Но неизменная моя любовь, конечно же, футбол. Я играл за прекрасную команду Московского художественного академического театра. Так она и называлась — команда «МХАТ». А то, что она действительно была сильной, говорит хотя бы тот факт, что во главе ее стоял капитан Николай Николаевич Озеров. Чемпион страны по теннису, в футбол он играл за первую клубную «Спартака». Его уважали все судьи, потому что он играл тактично, элегантно, был истинным интеллигентом на поле. Когда в игре создавалась сложная ситуация и судья вел себя в ней некорректно, Озеров делал ему серьезные замечания, и тот ничего не мог ему возразить.
Мы травим в компаниях, в дружеских беседах, да везде, где собираемся больше одного: один рассказчик, один слушатель, и этого вполне достаточно. Я рассказывал многим о многом. И вдруг увидел, что мои рассказы возвращаются ко мне в газетных и журнальных публикациях, в пересказах других людей, но в искаженном виде — совсем не в том, как рассказывал я. Иной раз я их просто не узнавал.
И это тоже одна из причин, по которой я решил написать книгу: пусть все-таки будет хоть первоисточник, так сказать, канонический текст.
Один мой рассказ, под названием «Судьба», использовал даже мой друг Миша Евдокимов. Правда, в отличие от других, он не приписывает себе авторство, а всегда честно говорит:
— Так мне рассказал Дуров.
Эту историю, случившуюся с бабой Клавой, можно смело отнести к трагикомическому жанру.
Когда я жил на Филевском парке, то часто выходил туда гулять с маленькой Катей. Там все друг друга знали, раскланивались, хвалили чужих детей — все, как и положено. И была там баба Клава, которая гуляла с внуком. Это была умная, необычайно полная женщина. Она жила в соседнем доме, который стоял перпендикулярно нашему.

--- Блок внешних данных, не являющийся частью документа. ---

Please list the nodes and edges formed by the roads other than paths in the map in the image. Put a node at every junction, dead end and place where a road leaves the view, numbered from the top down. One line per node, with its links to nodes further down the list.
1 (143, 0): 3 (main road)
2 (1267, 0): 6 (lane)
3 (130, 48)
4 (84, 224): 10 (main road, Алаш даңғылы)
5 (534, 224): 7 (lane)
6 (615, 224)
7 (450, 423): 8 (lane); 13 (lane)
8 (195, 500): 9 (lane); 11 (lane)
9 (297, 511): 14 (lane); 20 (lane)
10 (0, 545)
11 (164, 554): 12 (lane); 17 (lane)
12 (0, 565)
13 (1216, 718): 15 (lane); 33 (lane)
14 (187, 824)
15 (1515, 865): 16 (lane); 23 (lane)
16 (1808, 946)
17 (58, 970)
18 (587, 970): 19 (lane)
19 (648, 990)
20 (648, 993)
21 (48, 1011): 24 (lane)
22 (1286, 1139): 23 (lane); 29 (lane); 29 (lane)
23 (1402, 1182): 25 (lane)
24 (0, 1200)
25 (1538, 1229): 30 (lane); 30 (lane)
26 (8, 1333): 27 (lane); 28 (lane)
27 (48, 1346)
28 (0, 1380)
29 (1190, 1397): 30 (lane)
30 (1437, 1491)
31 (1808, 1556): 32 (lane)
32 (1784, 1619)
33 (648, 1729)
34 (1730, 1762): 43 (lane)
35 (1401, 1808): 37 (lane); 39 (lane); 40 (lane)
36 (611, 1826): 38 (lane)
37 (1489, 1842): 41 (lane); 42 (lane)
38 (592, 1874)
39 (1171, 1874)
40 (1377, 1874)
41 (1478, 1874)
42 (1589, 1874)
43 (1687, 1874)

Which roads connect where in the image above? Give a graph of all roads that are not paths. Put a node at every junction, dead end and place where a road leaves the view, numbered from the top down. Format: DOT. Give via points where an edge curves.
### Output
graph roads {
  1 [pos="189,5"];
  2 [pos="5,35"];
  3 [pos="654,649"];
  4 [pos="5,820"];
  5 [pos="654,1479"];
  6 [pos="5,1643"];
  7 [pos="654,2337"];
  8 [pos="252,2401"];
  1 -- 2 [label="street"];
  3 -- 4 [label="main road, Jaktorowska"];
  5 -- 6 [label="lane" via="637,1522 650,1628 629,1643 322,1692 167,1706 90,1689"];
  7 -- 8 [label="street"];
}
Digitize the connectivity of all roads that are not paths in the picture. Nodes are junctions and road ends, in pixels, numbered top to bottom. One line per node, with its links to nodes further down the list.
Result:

И вот выхожу я как-то из дома и вижу: стоит на табуретках гроб, а вокруг маленькая толпичка людей. Я подошел поближе, смотрю — в гробу лежит баба Клава. Обычай такой: ставят во дворе гроб, чтобы все знакомые могли проститься с покойником. Узнаю всех бабушек, с которыми она сидела на скамейке у подъезда и гуляла по парку.
Я простился с бабой Клавой и обернулся к мужчине, который стоял рядом.
— Жалко, — говорю. — Что с ней было-то — сердце?
— Да нет, — отвечает, — внук за жопу укусил.
И тут я вижу — на углу дома, в кустах, стоит толпа. Я думал, люди в ней рыдают, а они хохочут. Мне это показалось странным и я подошел поближе. Гляжу, мужики слезы вытирают.
— В чем дело? — спрашиваю.
— Ну, вам, видно, уже сказали...
— Сказали, — говорю, — но что-то странное.
И тогда мне один мужик пояснил:
— Ну, у вас, как и у нас, коридорчики совсем узенькие, и в туалет не сразу влезешь. А баба Клава-то женщина была полная. И чтобы протиснуться, она сперва принимала подготовительную позу, а потом уже задом входила в туалет. Вот она приготовила свою позу и не заметила, что на унитазе сидел ее внук. И когда он увидел, что на него надвигается что-то большое и страшное, он испугался и с перепугу укусил бабу Клаву за задницу. А уж бабу Клаву, тоже от испуга, хватил инфаркт, и она тут же скончалась.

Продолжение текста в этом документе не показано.